PROBLEM DETAILS: Please return all lines in the listing holding the word "other".

+++ DATASET RECORDS +++

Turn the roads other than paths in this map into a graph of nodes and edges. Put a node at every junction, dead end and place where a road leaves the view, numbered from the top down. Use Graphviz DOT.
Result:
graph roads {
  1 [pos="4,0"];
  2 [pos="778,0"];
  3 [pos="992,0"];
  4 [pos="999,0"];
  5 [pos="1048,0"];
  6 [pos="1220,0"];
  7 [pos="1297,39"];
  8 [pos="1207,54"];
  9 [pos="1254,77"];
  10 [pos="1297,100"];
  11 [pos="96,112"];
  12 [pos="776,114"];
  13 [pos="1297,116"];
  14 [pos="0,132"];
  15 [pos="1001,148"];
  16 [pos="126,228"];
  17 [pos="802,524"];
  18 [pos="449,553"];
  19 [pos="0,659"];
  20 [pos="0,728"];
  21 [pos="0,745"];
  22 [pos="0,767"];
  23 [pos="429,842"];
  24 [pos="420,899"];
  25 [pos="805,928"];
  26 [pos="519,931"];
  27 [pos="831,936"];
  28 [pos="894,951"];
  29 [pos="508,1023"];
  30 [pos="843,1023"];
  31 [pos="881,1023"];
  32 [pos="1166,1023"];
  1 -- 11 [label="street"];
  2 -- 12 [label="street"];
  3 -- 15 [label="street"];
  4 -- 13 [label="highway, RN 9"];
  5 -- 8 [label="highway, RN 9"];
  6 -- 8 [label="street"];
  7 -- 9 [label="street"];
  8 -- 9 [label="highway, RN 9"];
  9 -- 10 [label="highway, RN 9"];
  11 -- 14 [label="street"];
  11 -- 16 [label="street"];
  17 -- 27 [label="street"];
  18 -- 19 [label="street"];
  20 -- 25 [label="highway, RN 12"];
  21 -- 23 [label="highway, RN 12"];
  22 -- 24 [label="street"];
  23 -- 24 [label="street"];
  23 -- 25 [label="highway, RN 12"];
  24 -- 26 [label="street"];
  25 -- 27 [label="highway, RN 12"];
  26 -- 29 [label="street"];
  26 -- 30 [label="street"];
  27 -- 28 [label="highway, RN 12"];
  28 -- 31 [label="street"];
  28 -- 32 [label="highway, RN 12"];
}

+++
+++ DATASET RECORDS +++

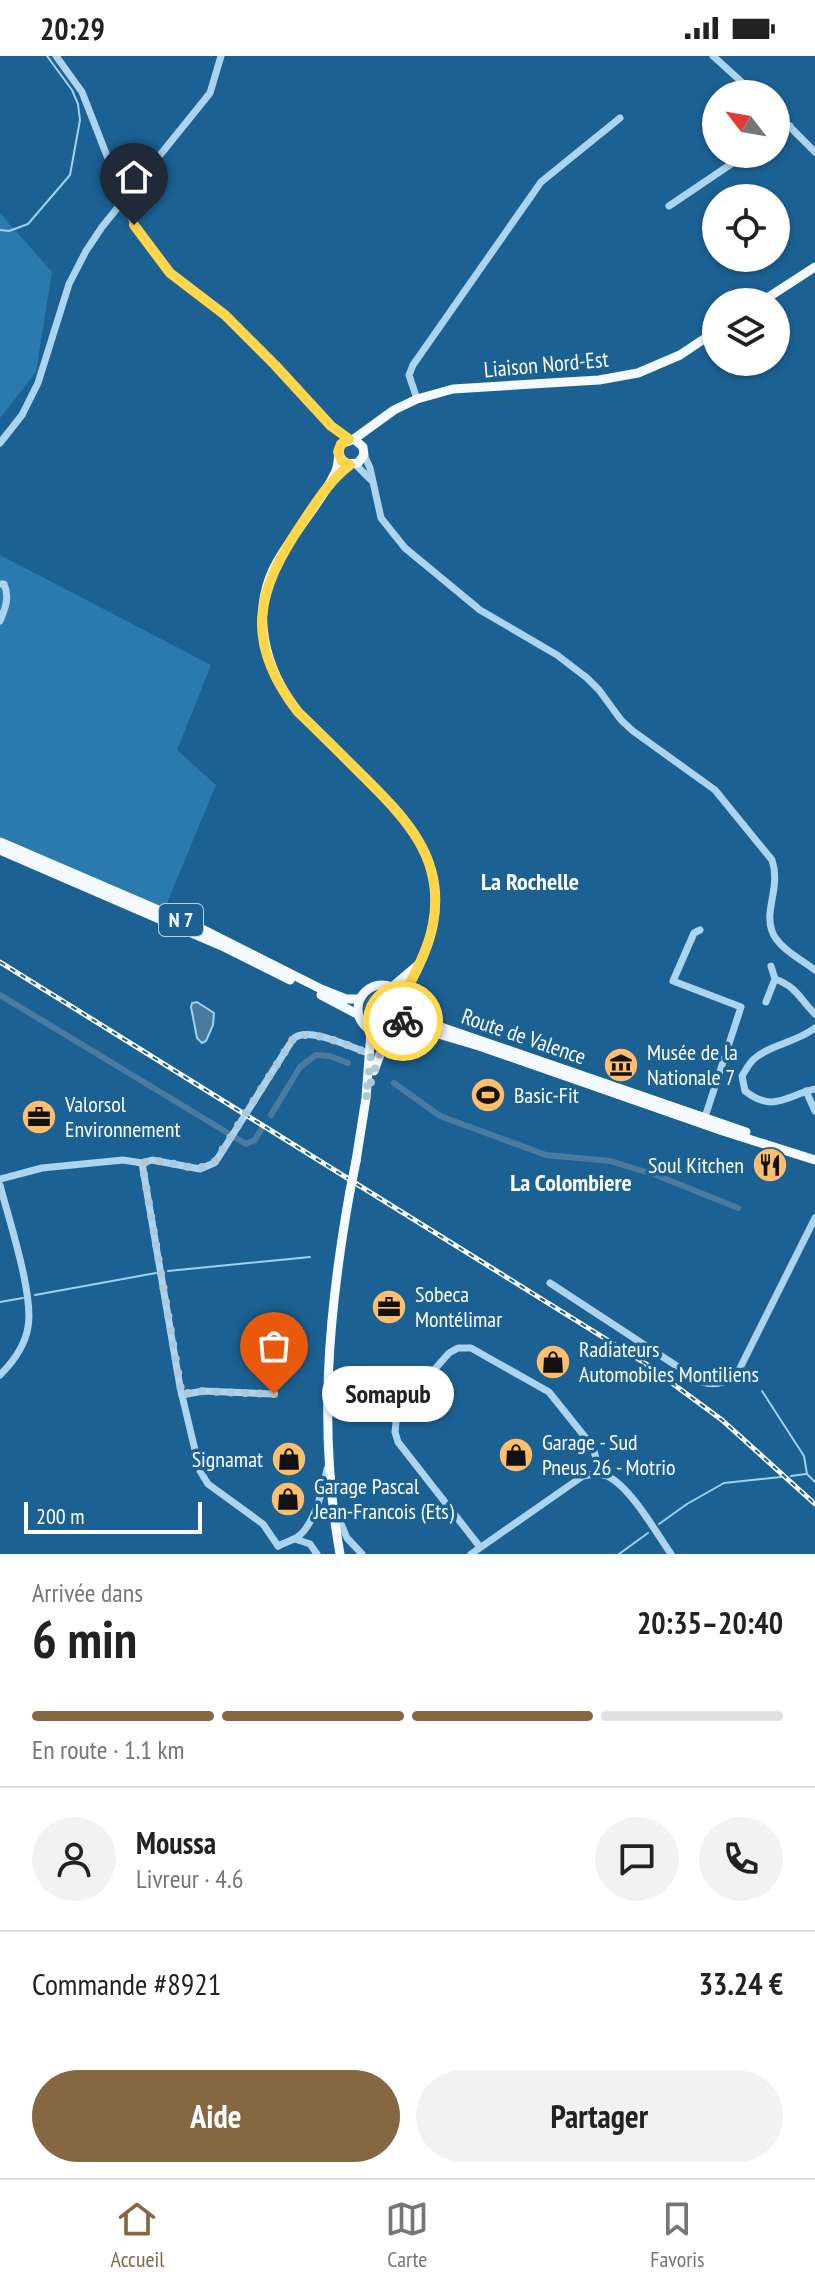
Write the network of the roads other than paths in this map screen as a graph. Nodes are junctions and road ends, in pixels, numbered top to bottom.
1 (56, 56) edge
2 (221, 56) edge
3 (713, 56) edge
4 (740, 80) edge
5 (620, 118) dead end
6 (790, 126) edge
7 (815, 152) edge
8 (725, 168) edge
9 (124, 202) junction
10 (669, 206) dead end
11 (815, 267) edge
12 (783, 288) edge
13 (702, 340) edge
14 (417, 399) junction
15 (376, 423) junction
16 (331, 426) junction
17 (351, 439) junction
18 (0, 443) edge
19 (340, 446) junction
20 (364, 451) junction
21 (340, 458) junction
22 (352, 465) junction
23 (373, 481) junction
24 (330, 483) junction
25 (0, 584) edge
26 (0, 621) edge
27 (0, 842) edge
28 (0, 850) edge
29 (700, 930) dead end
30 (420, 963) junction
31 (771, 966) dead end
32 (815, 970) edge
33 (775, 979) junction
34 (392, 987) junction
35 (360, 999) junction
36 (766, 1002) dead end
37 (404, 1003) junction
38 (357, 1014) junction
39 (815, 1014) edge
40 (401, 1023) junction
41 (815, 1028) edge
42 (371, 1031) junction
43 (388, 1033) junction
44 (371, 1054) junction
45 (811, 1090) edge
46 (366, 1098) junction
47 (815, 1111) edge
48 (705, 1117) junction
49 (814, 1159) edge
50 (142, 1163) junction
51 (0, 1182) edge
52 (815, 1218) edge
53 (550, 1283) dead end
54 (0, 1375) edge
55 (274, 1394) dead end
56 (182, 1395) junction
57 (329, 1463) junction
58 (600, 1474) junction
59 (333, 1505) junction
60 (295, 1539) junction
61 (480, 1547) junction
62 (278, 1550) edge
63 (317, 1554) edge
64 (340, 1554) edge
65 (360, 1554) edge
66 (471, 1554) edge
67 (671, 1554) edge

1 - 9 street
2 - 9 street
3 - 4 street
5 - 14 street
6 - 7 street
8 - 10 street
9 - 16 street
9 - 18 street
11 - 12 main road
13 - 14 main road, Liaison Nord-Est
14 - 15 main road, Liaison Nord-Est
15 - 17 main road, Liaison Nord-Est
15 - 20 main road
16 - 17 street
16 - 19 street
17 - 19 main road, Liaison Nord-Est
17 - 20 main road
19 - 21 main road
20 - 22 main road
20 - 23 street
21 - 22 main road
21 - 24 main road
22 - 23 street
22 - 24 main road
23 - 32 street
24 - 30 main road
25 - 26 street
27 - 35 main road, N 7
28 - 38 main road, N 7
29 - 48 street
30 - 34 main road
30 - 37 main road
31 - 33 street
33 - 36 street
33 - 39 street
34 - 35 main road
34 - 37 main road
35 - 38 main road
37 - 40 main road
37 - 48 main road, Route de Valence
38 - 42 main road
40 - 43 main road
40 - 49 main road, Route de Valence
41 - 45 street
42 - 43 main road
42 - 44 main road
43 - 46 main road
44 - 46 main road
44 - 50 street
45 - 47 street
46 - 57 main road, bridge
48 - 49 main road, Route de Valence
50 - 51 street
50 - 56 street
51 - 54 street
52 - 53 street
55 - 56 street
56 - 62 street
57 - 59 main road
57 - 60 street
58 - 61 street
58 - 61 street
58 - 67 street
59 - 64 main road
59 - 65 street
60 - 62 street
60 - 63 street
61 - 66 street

+++

YOUR RESPONSE:
Turn the roads other than paths in this map into a graph of nodes and edges. Put a node at every junction, dead end and place where a road leaves the view, numbered from the top down. Use Graphviz DOT.
Write the network of the roads other than paths in this map screen as a graph. Nodes are junctions and road ends, in pixels, numbered top to bottom.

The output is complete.